[Records excerpted from a collection]
++++++++++

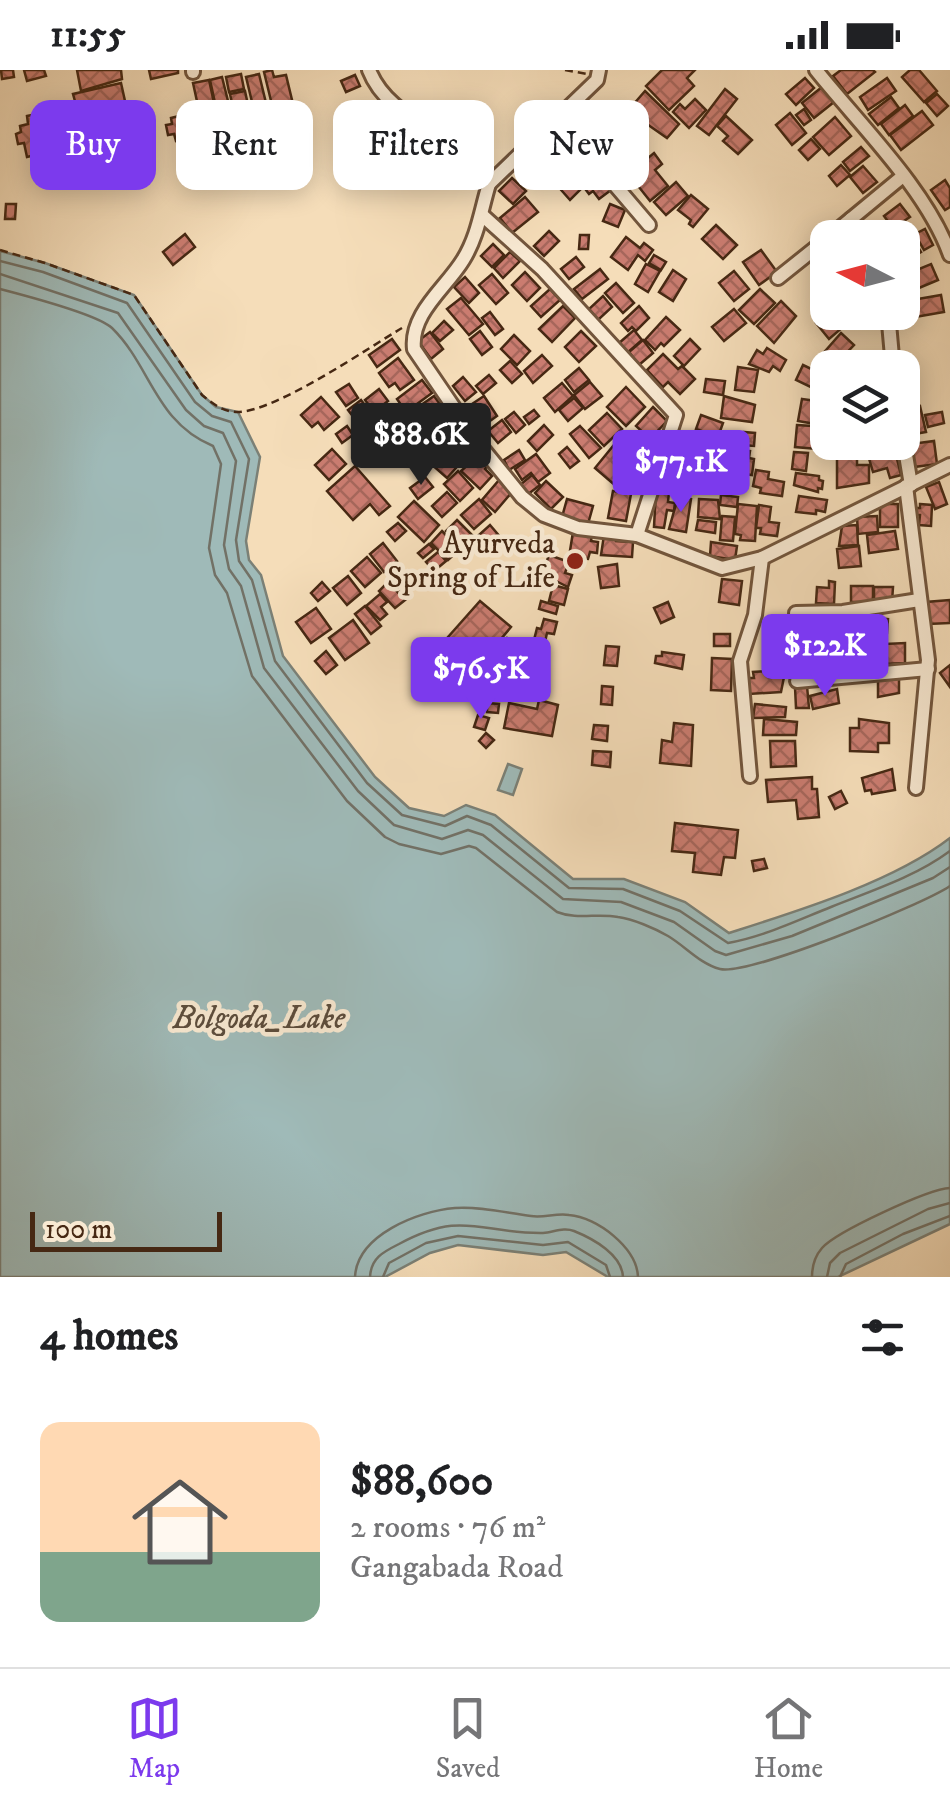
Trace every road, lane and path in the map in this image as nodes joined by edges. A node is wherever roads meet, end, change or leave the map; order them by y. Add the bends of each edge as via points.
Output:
1 (369, 70) edge
2 (565, 70) edge
3 (816, 70) edge
4 (598, 75) edge
5 (386, 100) edge
6 (574, 100) edge
7 (514, 159) edge
8 (903, 176) junction
9 (494, 178) edge
10 (487, 190) edge
11 (620, 190) edge
12 (482, 216) junction
13 (851, 219) edge
14 (650, 225) dead end
15 (0, 250) edge
16 (810, 252) edge
17 (950, 255) edge
18 (778, 278) dead end
19 (418, 322) junction
20 (905, 460) edge
21 (950, 465) edge
22 (908, 486) junction
23 (637, 535) junction
24 (762, 558) junction
25 (919, 600) junction
26 (796, 613) dead end
27 (928, 670) junction
28 (798, 681) dead end
29 (750, 776) dead end
30 (916, 788) dead end

1 - 5 street
2 - 4 path
3 - 8 street
4 - 6 street
7 - 9 street
8 - 13 street
8 - 17 street via 939,224
10 - 12 street
11 - 14 street
12 - 19 street via 463,260
12 - 23 street via 542,269 676,415
15 - 19 path via 134,295 202,395 238,412 329,373
16 - 18 street
19 - 23 street via 414,349 478,443 544,515
20 - 22 street
21 - 22 street
22 - 24 street
22 - 25 street
23 - 24 street via 722,568
24 - 29 street via 740,661
25 - 26 street
25 - 27 street
27 - 28 street
27 - 30 street

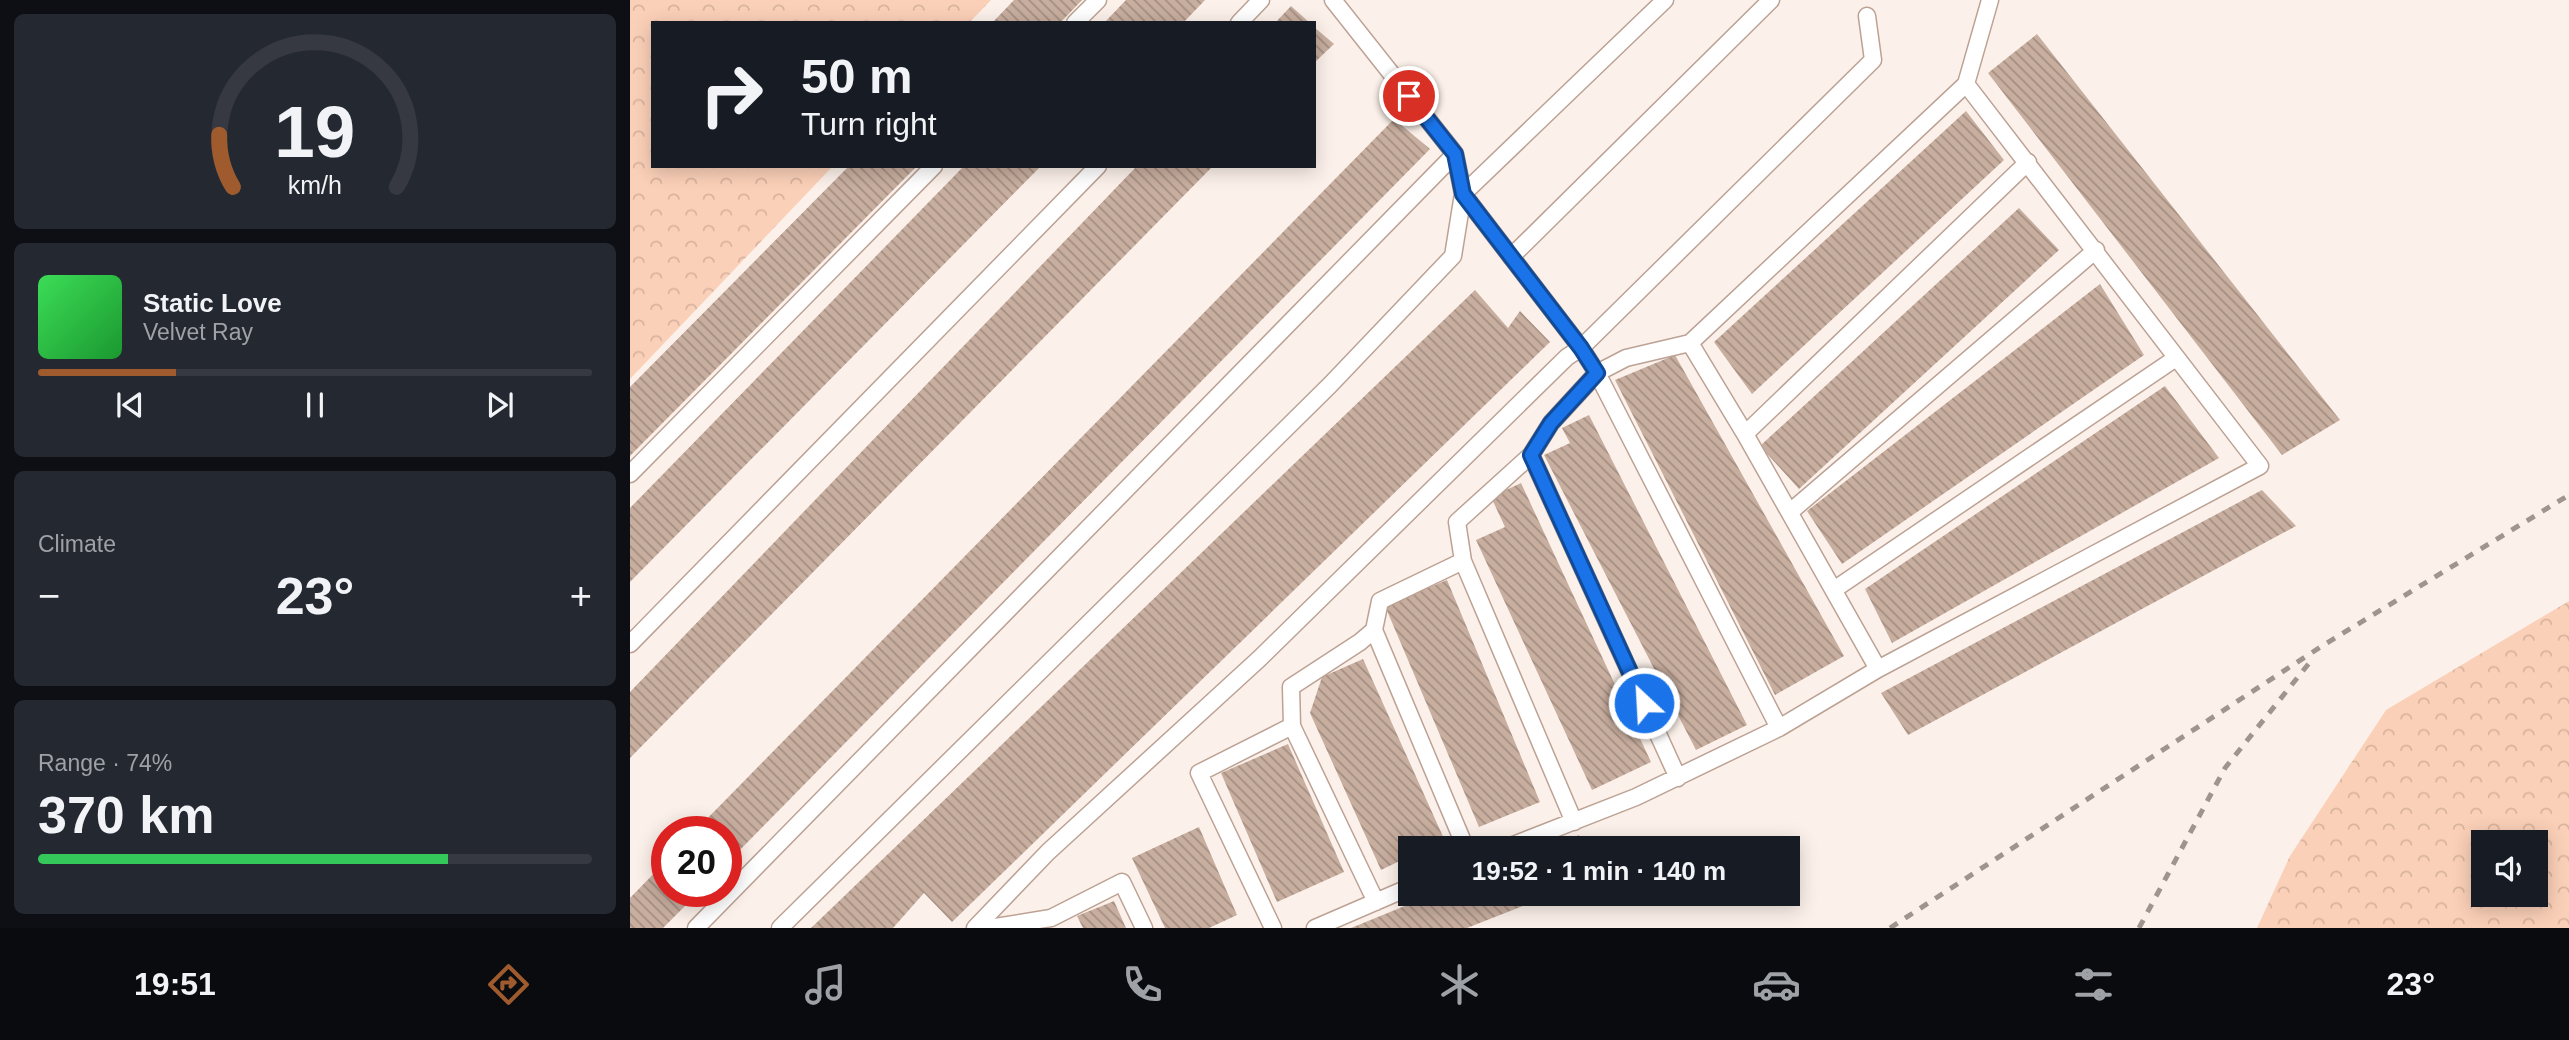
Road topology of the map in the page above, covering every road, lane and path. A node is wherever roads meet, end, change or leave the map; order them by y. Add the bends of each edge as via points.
1 (1098, 0) edge
2 (1261, 0) edge
3 (1333, 0) edge
4 (1665, 0) edge
5 (1771, 0) edge
6 (1990, 0) edge
7 (1867, 16) dead end
8 (1077, 21) edge
9 (1241, 21) edge
10 (1966, 84) junction
11 (1455, 154) junction
12 (2028, 162) junction
13 (932, 168) edge
14 (1096, 168) edge
15 (1463, 194) junction
16 (2096, 250) junction
17 (1511, 257) junction
18 (1689, 343) junction
19 (1581, 348) junction
20 (2176, 358) junction
21 (1597, 373) junction
22 (1745, 434) junction
23 (1531, 455) junction
24 (630, 474) edge
25 (1790, 512) junction
26 (1463, 561) junction
27 (1835, 589) junction
28 (1374, 630) junction
29 (630, 644) edge
30 (1878, 668) junction
31 (1292, 726) junction
32 (1779, 728) junction
33 (1678, 778) junction
34 (1574, 822) junction
35 (1461, 836) edge
36 (1537, 836) edge
37 (1398, 892) edge
38 (1376, 902) junction
39 (696, 928) edge
40 (780, 928) edge
41 (975, 928) edge
42 (989, 928) edge
43 (1144, 928) edge
44 (1273, 928) edge
45 (1315, 928) edge

1 - 8 lane
2 - 9 lane
3 - 11 lane
4 - 15 lane
5 - 17 lane
6 - 10 lane
7 - 19 lane via 1873,60
10 - 12 lane
10 - 18 lane
11 - 15 lane
11 - 39 lane
12 - 16 lane
12 - 22 lane
13 - 24 lane
14 - 29 lane
15 - 17 lane
15 - 40 lane via 1453,256 1330,385
16 - 20 lane
16 - 25 lane
17 - 19 lane
18 - 21 lane via 1626,358
18 - 22 lane
19 - 21 lane
19 - 41 lane via 1259,659 1048,852
20 - 27 lane
20 - 30 lane via 2260,466
21 - 23 lane via 1551,423
21 - 32 lane
22 - 25 lane
23 - 26 lane via 1457,523
23 - 33 lane
25 - 27 lane
26 - 28 lane via 1380,601
26 - 34 lane
27 - 30 lane
28 - 31 lane via 1291,687
28 - 35 lane
30 - 32 lane
31 - 38 lane
31 - 44 lane via 1199,773
32 - 33 lane
33 - 34 lane
34 - 36 lane
37 - 38 lane
38 - 45 lane
42 - 43 lane via 1051,918 1122,882

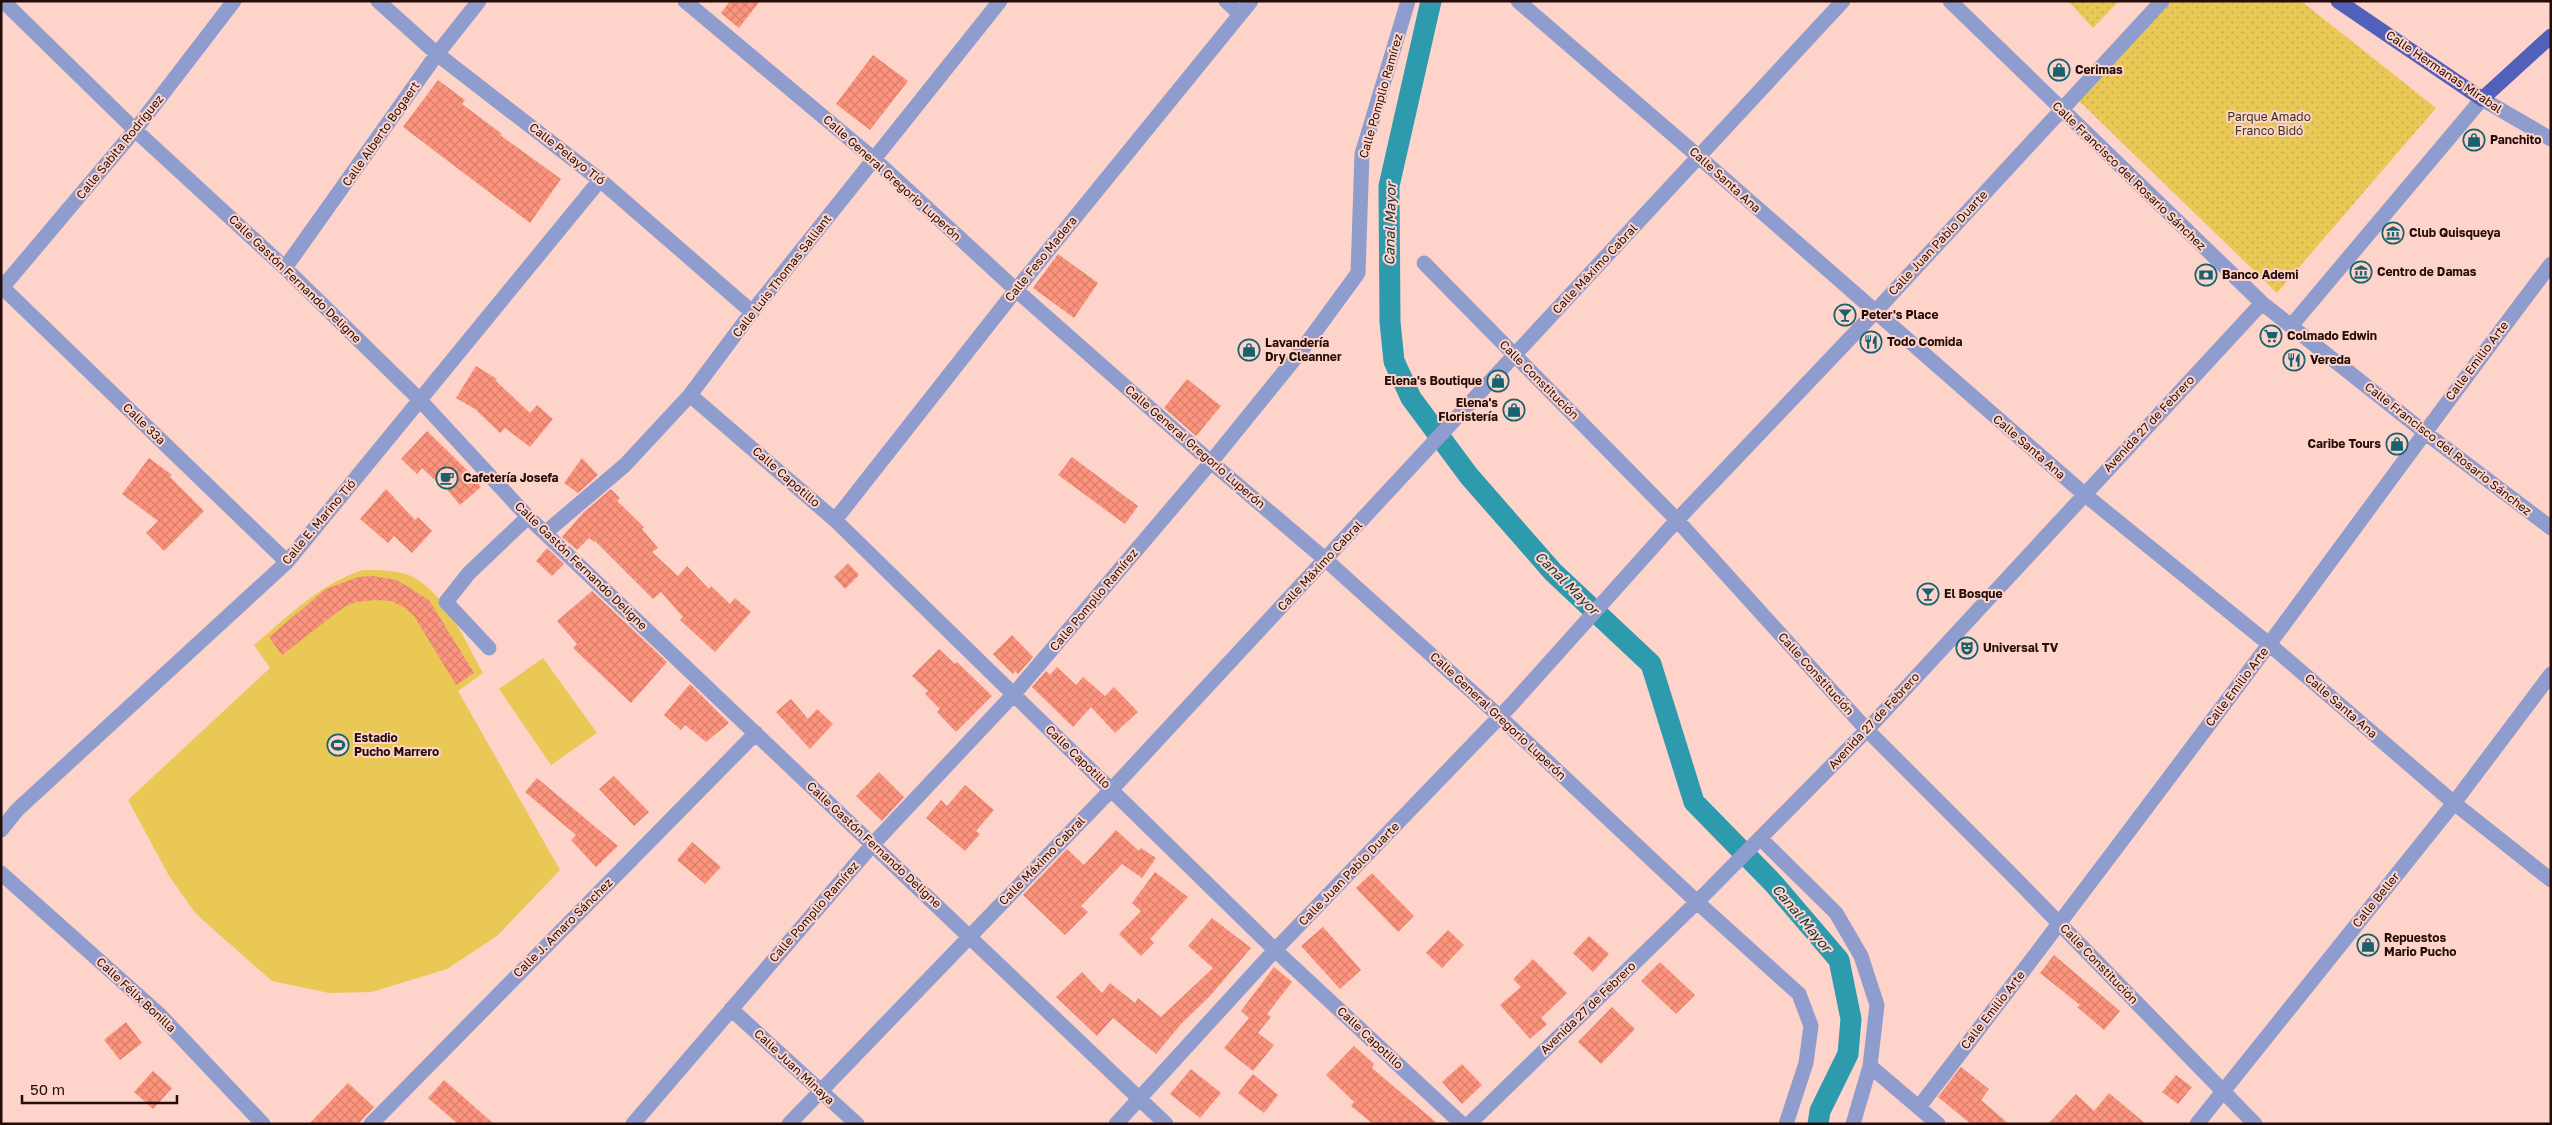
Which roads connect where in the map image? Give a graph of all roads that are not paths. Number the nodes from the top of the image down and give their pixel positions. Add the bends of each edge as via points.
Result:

++++++++++

Each entry should be output word for word, with no pictures carried over.

### Exercise response
Trace every road, lane and path in the map in this image as nodes joined by edges. A node is wherever roads meet, end, change or leave the map; order them by y. Add the bends of each edge as via points.
Output:
1 (369, 70) edge
2 (565, 70) edge
3 (816, 70) edge
4 (598, 75) edge
5 (386, 100) edge
6 (574, 100) edge
7 (514, 159) edge
8 (903, 176) junction
9 (494, 178) edge
10 (487, 190) edge
11 (620, 190) edge
12 (482, 216) junction
13 (851, 219) edge
14 (650, 225) dead end
15 (0, 250) edge
16 (810, 252) edge
17 (950, 255) edge
18 (778, 278) dead end
19 (418, 322) junction
20 (905, 460) edge
21 (950, 465) edge
22 (908, 486) junction
23 (637, 535) junction
24 (762, 558) junction
25 (919, 600) junction
26 (796, 613) dead end
27 (928, 670) junction
28 (798, 681) dead end
29 (750, 776) dead end
30 (916, 788) dead end

1 - 5 street
2 - 4 path
3 - 8 street
4 - 6 street
7 - 9 street
8 - 13 street
8 - 17 street via 939,224
10 - 12 street
11 - 14 street
12 - 19 street via 463,260
12 - 23 street via 542,269 676,415
15 - 19 path via 134,295 202,395 238,412 329,373
16 - 18 street
19 - 23 street via 414,349 478,443 544,515
20 - 22 street
21 - 22 street
22 - 24 street
22 - 25 street
23 - 24 street via 722,568
24 - 29 street via 740,661
25 - 26 street
25 - 27 street
27 - 28 street
27 - 30 street

Road topology of the map in the page above, covering every road, lane and path. A node is wherever roads meet, end, change or leave the map; order them by y. Add the bends of each edge as via points.
1 (1098, 0) edge
2 (1261, 0) edge
3 (1333, 0) edge
4 (1665, 0) edge
5 (1771, 0) edge
6 (1990, 0) edge
7 (1867, 16) dead end
8 (1077, 21) edge
9 (1241, 21) edge
10 (1966, 84) junction
11 (1455, 154) junction
12 (2028, 162) junction
13 (932, 168) edge
14 (1096, 168) edge
15 (1463, 194) junction
16 (2096, 250) junction
17 (1511, 257) junction
18 (1689, 343) junction
19 (1581, 348) junction
20 (2176, 358) junction
21 (1597, 373) junction
22 (1745, 434) junction
23 (1531, 455) junction
24 (630, 474) edge
25 (1790, 512) junction
26 (1463, 561) junction
27 (1835, 589) junction
28 (1374, 630) junction
29 (630, 644) edge
30 (1878, 668) junction
31 (1292, 726) junction
32 (1779, 728) junction
33 (1678, 778) junction
34 (1574, 822) junction
35 (1461, 836) edge
36 (1537, 836) edge
37 (1398, 892) edge
38 (1376, 902) junction
39 (696, 928) edge
40 (780, 928) edge
41 (975, 928) edge
42 (989, 928) edge
43 (1144, 928) edge
44 (1273, 928) edge
45 (1315, 928) edge

1 - 8 lane
2 - 9 lane
3 - 11 lane
4 - 15 lane
5 - 17 lane
6 - 10 lane
7 - 19 lane via 1873,60
10 - 12 lane
10 - 18 lane
11 - 15 lane
11 - 39 lane
12 - 16 lane
12 - 22 lane
13 - 24 lane
14 - 29 lane
15 - 17 lane
15 - 40 lane via 1453,256 1330,385
16 - 20 lane
16 - 25 lane
17 - 19 lane
18 - 21 lane via 1626,358
18 - 22 lane
19 - 21 lane
19 - 41 lane via 1259,659 1048,852
20 - 27 lane
20 - 30 lane via 2260,466
21 - 23 lane via 1551,423
21 - 32 lane
22 - 25 lane
23 - 26 lane via 1457,523
23 - 33 lane
25 - 27 lane
26 - 28 lane via 1380,601
26 - 34 lane
27 - 30 lane
28 - 31 lane via 1291,687
28 - 35 lane
30 - 32 lane
31 - 38 lane
31 - 44 lane via 1199,773
32 - 33 lane
33 - 34 lane
34 - 36 lane
37 - 38 lane
38 - 45 lane
42 - 43 lane via 1051,918 1122,882

Which roads connect where in the map image? Give a graph of all roads that are not paths. Number the nodes from the top of the image down and give their pixel positions. Add the bends of each edge as via points.
Result:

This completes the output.